Everything from the line with "index dip: (1074, 718)" to the end of the material is to be retyped exactly, both ends included, and nothing else.
▽
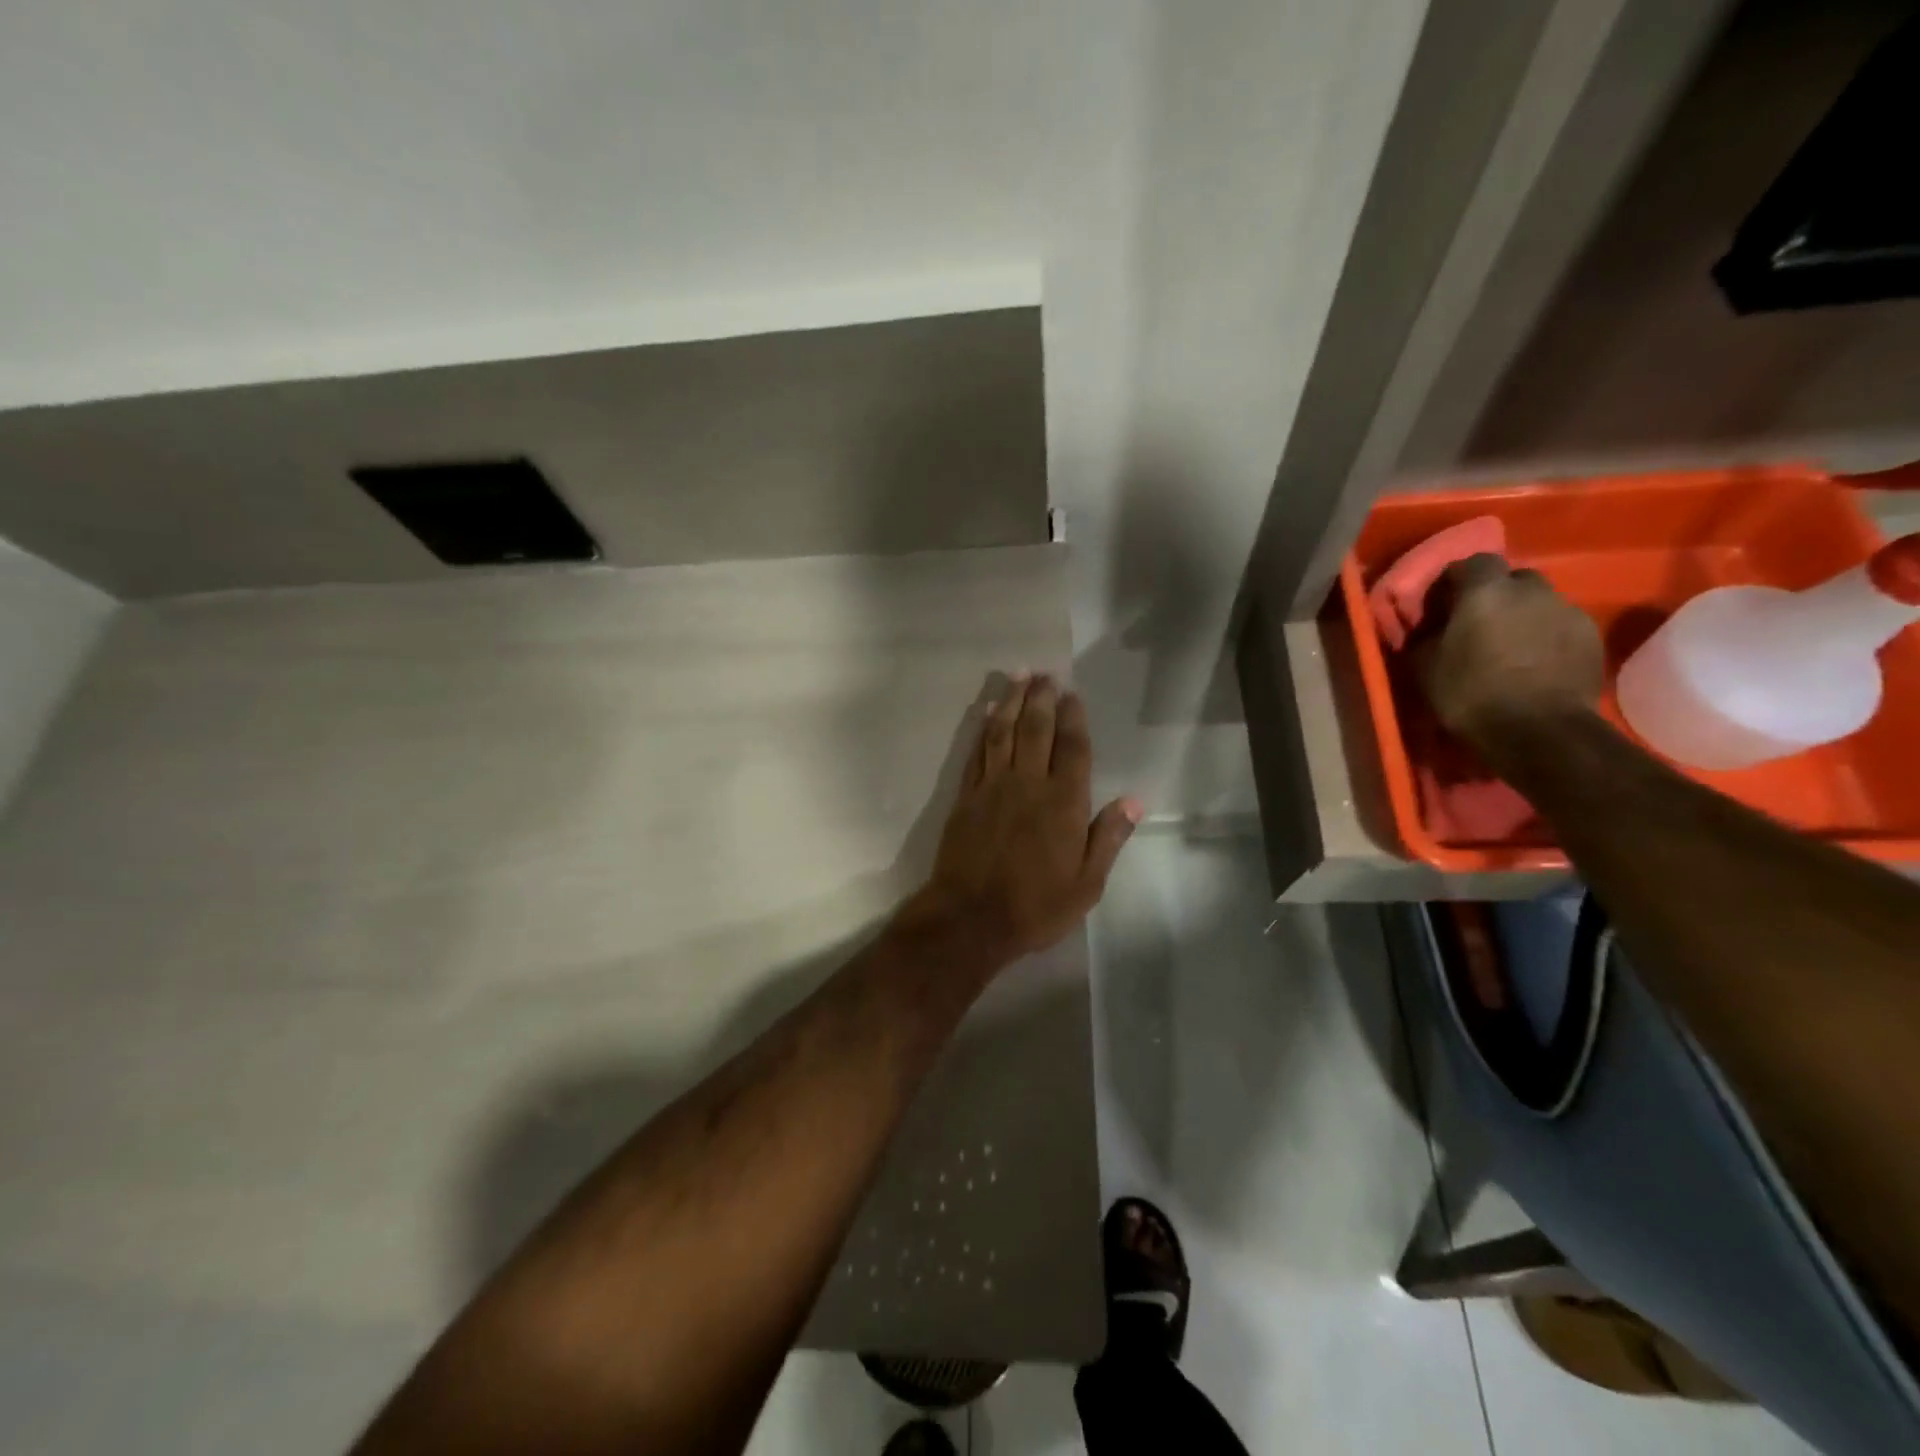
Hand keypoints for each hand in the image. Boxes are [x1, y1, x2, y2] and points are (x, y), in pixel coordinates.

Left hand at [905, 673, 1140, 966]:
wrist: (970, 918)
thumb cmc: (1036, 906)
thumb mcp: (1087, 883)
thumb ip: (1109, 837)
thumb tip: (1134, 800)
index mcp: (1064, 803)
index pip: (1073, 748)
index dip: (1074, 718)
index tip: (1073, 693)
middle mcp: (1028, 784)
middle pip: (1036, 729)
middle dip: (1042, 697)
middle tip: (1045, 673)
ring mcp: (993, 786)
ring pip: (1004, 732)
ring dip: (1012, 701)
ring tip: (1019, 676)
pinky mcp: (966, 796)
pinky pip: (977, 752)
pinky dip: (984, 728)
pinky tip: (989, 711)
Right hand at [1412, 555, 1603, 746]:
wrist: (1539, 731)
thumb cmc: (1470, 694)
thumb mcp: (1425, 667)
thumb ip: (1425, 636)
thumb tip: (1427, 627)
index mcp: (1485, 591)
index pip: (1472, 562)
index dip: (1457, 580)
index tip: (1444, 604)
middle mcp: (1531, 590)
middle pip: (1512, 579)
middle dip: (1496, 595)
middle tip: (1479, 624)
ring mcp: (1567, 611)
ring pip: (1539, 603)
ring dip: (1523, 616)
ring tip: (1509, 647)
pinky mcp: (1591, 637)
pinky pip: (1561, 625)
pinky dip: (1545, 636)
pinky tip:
△
> **TASK RESPONSE**:
index dip: (1074, 718)
index tip: (1073, 693)
middle mcp: (1028, 784)
middle pip: (1036, 729)
middle dip: (1042, 697)
middle tip: (1045, 673)
ring mcp: (993, 786)
ring pip: (1004, 732)
ring dip: (1012, 701)
ring tip: (1019, 676)
pinky mcp: (966, 796)
pinky pip: (977, 752)
pinky dip: (984, 728)
pinky tip: (989, 711)
Right hand at [1412, 555, 1603, 746]:
wrist: (1539, 731)
thumb cmc: (1470, 694)
thumb mcp: (1425, 667)
thumb ip: (1425, 636)
thumb tip: (1427, 627)
index mcp: (1485, 591)
index pip: (1472, 562)
index dip: (1457, 580)
index tip: (1444, 604)
middle mcp: (1531, 590)
middle pip: (1512, 579)
middle dip: (1496, 595)
middle tip: (1479, 624)
ring mcp: (1567, 611)
ring pip: (1539, 603)
ring dip: (1523, 616)
ring tip: (1509, 647)
pinky mcp: (1591, 637)
pinky pip: (1561, 625)
pinky dip: (1545, 636)
pinky tip:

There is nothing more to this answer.